Seit dem Militärputsch im März tut sich im Norden Malis ein Machtvakuum auf. Das Vordringen muslimischer Extremisten gegen die maroden Regierungstruppen lockt immer mehr Dschihadisten an und bietet dem Terror eine neue Basis. Somit besteht in der Tat Handlungsbedarf für die internationale Gemeinschaft. Gefragt sind zunächst jedoch benachbarte Ordnungsmächte wie die Afrikanische Union. Es liegt in ihrem ureigenen Interesse, islamischen Extremismus zurückzudrängen und neues Flüchtlingselend zu verhindern. Generell sollte regionaler Interventionismus künftig Vorrang haben vor weltumspannenden Konfliktlösungen unter Nato-Führung.
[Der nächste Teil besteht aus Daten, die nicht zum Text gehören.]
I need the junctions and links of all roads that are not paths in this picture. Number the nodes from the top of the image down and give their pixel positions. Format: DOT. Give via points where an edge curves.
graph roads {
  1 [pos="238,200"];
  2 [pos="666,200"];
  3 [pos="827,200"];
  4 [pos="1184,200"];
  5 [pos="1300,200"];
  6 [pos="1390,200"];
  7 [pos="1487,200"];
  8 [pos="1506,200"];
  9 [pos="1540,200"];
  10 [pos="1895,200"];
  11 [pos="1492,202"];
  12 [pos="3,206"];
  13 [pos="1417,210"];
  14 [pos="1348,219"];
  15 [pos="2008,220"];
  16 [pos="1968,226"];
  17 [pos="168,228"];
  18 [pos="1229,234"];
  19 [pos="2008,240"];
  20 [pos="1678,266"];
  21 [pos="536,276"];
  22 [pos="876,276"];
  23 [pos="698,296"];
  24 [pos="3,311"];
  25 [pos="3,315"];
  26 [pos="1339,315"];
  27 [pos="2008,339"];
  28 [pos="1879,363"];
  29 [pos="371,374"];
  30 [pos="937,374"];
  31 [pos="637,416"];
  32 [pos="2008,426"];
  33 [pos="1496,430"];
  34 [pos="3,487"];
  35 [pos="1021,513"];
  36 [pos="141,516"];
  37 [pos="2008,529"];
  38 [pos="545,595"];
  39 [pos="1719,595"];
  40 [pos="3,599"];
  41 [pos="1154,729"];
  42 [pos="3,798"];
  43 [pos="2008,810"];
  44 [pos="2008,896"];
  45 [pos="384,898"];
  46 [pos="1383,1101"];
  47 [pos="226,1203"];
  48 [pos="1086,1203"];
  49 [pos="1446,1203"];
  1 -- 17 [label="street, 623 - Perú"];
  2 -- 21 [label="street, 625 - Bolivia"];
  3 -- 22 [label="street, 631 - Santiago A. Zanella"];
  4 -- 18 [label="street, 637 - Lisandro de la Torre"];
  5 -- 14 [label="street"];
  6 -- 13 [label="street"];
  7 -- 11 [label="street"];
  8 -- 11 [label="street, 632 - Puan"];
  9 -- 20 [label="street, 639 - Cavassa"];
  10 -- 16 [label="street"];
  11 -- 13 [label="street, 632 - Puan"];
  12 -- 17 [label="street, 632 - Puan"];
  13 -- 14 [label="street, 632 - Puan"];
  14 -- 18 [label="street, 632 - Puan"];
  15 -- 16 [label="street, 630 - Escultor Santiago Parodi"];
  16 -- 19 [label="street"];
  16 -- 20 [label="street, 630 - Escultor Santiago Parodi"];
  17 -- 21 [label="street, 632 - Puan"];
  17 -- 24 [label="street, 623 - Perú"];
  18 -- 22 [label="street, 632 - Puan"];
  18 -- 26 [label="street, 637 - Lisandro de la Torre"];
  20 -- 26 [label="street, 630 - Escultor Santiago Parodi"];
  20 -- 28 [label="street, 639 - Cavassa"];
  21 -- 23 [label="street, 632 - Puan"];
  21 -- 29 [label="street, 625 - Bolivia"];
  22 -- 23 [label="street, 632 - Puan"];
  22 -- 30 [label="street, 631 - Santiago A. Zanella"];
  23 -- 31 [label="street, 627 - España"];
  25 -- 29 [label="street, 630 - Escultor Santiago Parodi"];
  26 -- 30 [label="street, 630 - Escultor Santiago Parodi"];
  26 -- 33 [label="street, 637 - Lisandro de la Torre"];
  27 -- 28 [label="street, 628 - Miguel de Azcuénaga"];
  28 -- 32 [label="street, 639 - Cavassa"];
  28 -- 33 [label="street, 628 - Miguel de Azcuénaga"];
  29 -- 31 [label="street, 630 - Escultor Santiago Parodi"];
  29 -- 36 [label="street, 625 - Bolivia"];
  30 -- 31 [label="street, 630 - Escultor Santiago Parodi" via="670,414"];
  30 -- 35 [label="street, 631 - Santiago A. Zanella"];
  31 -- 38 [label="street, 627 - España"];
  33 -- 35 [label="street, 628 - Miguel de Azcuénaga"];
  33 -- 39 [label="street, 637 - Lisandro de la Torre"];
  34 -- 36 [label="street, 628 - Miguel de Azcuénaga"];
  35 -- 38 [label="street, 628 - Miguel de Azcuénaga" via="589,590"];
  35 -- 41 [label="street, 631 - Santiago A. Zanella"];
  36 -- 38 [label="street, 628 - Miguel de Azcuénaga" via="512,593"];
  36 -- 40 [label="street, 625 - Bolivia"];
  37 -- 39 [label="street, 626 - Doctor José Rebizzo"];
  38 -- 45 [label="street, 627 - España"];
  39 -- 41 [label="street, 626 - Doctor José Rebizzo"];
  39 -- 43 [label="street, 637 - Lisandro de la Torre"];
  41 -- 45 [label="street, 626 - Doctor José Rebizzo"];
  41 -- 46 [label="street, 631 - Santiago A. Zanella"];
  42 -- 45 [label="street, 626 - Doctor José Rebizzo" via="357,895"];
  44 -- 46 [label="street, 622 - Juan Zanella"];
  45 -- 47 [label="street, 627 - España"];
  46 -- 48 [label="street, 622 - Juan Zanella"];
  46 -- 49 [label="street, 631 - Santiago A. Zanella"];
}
Westliche Soldaten haben in Mali nicht das Vertrauen der Konfliktparteien. Möglich, dass sie – wie am Hindukusch – massiven Widerstand erst provozieren. Erneut wäre ein Blutzoll zu befürchten. Die Bilanz europäischer Militärmissionen in Afrika ist  ohnehin durchwachsen. All dies sind schlechte Voraussetzungen, um Bodentruppen zu entsenden. Die bewaffnete Unterstützung einer Ausbildungsmission durch eine begrenzte Anzahl deutscher Soldaten sollte dennoch möglich sein.

Schon vor gut einem Jahr hat Verteidigungsminister de Maizière im Zuge der Bundeswehrreform einer neuen Doktrin den Boden bereitet. Demnach werde sich Deutschland vermehrt einmischen, um seiner wachsenden Führungsverantwortung gerecht zu werden. Die Vereinten Nationen würden deutsche Soldaten künftig häufiger anfordern, selbst wenn keine unmittelbare Bedrohung vorliege, prophezeite er.

De Maizières neue Doktrin

Mit Blick auf den freien Welthandel hatte sich ein Jahr davor bereits der damalige Bundespräsident Horst Köhler für ein verstärktes Engagement rund um den Globus ausgesprochen. Prompt folgte der Vorwurf der Kanonenbootpolitik, woraufhin Köhler zurücktrat. Heute wirkt eine solche Kritik heuchlerisch, weil immer deutlicher wird, dass die führenden Industrienationen für globale Stabilität sorgen müssen. Wohlstand verpflichtet, und Bündnissolidarität verpflichtet in einem gewissen Maße auch – sofern es sich nicht um eine reine Goodwill-Aktion der Kanzlerin gegenüber Frankreichs Staatspräsidenten handelt.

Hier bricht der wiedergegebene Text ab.